Working data START

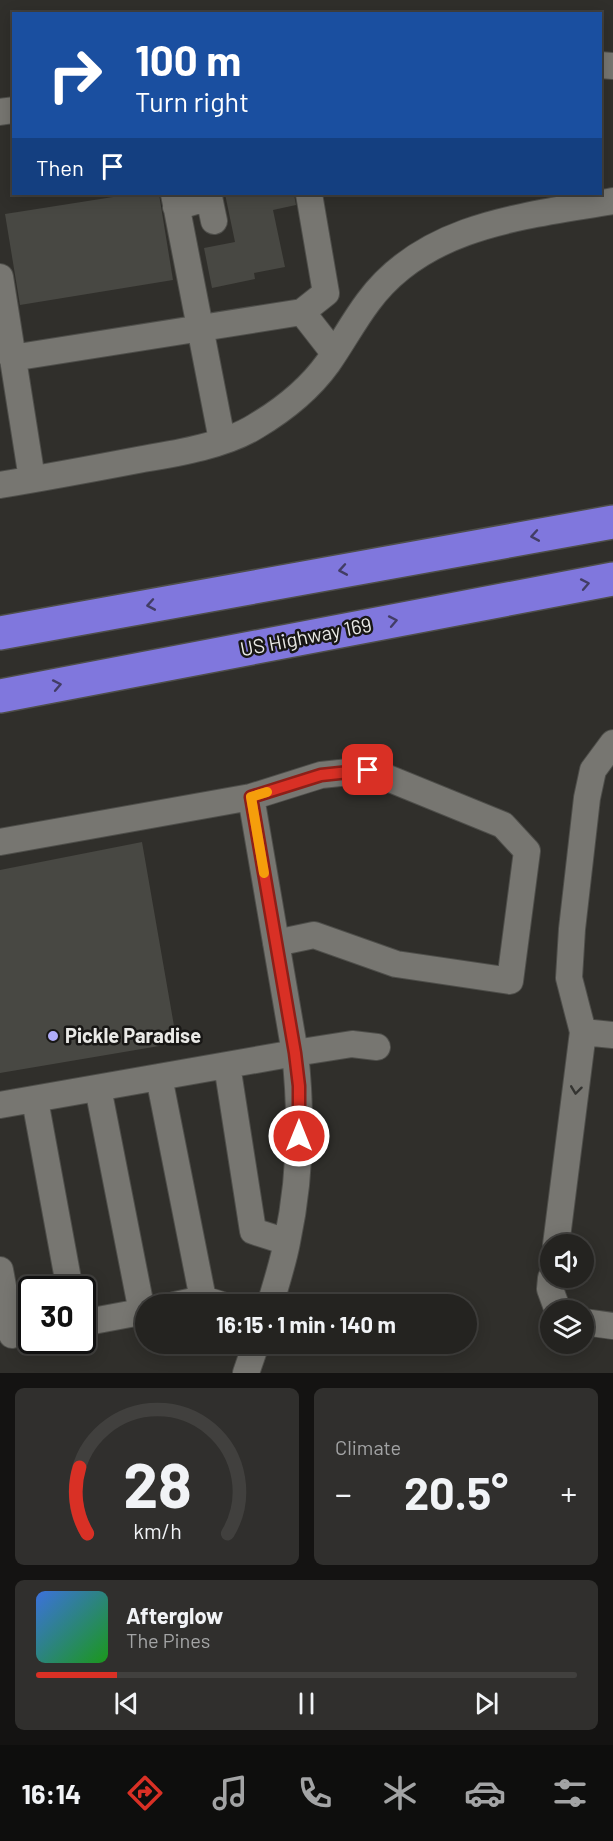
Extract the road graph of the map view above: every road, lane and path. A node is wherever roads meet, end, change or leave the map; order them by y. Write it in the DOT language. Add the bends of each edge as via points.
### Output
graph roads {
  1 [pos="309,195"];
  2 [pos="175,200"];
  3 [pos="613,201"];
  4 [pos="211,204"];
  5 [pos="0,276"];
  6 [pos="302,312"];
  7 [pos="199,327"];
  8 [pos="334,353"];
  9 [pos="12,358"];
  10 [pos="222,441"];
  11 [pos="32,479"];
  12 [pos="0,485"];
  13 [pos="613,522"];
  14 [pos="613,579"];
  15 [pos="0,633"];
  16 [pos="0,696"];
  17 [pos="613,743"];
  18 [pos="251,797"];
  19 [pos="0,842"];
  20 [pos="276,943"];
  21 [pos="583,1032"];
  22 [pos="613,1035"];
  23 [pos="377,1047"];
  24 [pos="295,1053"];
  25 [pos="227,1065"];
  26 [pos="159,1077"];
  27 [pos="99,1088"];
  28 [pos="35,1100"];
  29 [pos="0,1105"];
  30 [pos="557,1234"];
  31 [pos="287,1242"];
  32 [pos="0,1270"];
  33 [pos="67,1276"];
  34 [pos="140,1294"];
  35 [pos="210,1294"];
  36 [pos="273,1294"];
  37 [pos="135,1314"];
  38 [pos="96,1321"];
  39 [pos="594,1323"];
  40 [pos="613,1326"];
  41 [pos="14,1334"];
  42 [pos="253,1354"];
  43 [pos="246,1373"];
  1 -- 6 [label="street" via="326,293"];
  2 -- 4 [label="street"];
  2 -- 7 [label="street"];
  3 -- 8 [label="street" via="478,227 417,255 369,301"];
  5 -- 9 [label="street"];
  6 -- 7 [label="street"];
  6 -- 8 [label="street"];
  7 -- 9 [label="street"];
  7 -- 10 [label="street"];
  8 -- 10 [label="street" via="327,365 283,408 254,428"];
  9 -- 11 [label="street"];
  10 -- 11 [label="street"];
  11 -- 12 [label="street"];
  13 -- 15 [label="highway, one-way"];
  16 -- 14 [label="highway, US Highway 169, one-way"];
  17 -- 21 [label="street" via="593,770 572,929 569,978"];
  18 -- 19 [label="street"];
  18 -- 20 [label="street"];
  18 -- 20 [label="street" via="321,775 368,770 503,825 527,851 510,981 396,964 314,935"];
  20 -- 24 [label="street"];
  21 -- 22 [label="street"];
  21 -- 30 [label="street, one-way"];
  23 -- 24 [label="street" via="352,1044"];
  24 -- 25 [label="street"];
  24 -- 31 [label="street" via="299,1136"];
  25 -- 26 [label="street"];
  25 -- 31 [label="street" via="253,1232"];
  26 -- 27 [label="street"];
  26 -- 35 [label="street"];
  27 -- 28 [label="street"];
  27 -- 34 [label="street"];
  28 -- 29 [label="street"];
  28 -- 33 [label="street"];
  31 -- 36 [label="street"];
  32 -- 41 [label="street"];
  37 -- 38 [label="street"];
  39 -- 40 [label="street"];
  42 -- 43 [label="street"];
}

Working data END
Working data START

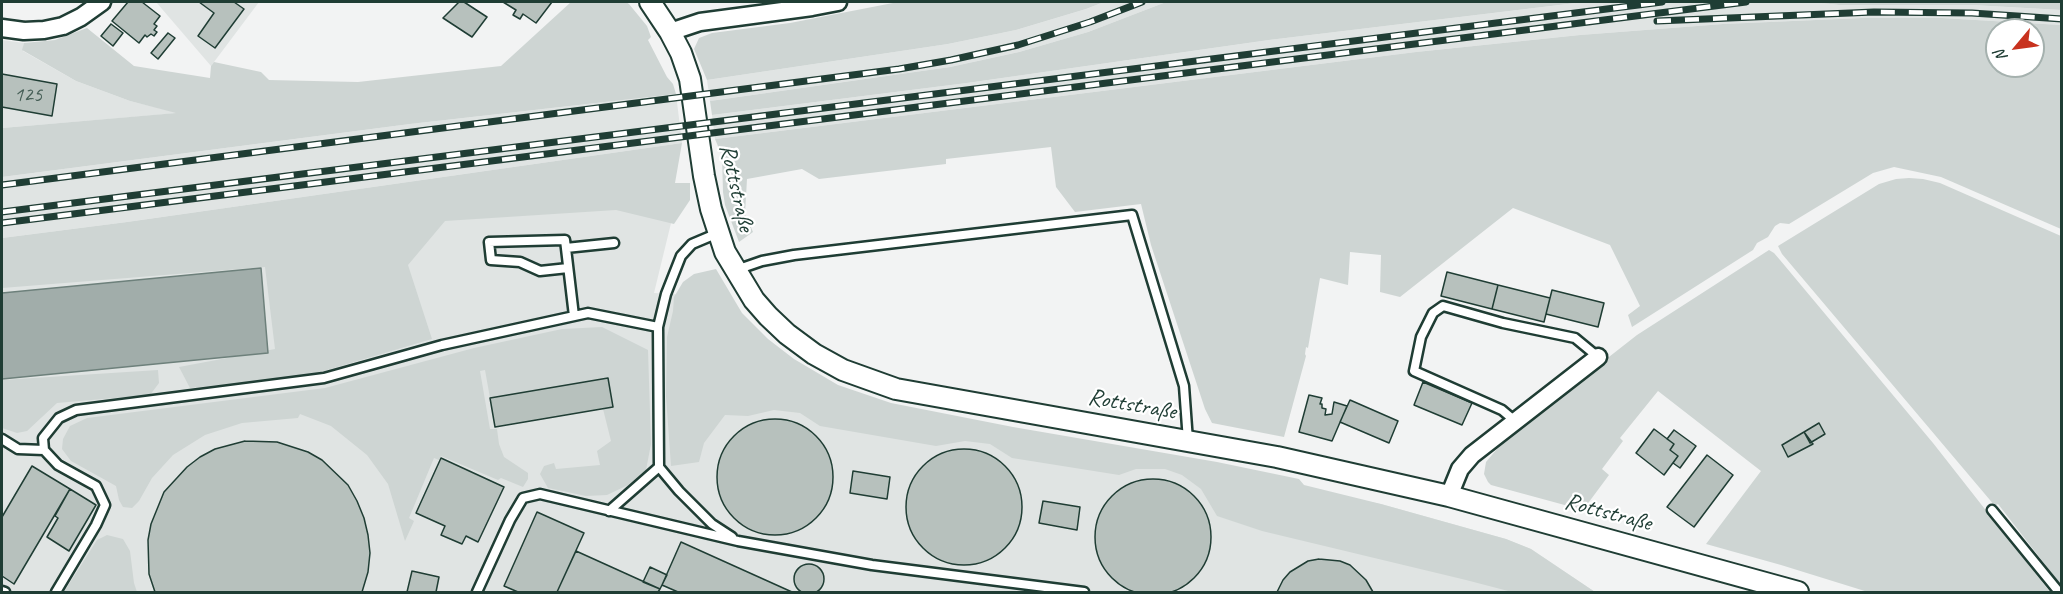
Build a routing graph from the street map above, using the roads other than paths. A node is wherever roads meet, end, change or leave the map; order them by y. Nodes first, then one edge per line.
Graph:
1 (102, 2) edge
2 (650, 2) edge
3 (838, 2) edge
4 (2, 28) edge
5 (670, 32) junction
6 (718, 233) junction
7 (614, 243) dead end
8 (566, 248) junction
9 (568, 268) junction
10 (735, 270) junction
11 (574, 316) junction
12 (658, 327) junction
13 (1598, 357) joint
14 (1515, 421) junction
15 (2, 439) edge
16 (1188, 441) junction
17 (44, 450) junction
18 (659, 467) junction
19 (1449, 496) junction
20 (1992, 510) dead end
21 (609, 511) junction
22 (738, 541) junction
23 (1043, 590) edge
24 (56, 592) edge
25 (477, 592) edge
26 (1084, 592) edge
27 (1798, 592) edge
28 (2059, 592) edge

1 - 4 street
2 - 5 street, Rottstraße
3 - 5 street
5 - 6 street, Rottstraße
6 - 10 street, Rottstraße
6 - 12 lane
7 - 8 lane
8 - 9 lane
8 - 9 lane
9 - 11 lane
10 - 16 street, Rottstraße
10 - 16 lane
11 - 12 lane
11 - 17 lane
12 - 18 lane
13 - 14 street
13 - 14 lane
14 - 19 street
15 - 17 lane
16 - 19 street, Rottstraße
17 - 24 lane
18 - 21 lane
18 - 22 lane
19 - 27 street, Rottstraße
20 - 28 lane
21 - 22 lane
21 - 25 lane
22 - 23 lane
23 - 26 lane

Working data END

* Goal of the exercise
Whenever a line of the data holds the string "above", pick that line out.

* Task answer
Extract the road graph of the map view above: every road, lane and path. A node is wherever roads meet, end, change or leave the map; order them by y. Write it in the DOT language. Add the bends of each edge as via points.
Build a routing graph from the street map above, using the roads other than paths. A node is wherever roads meet, end, change or leave the map; order them by y. Nodes first, then one edge per line.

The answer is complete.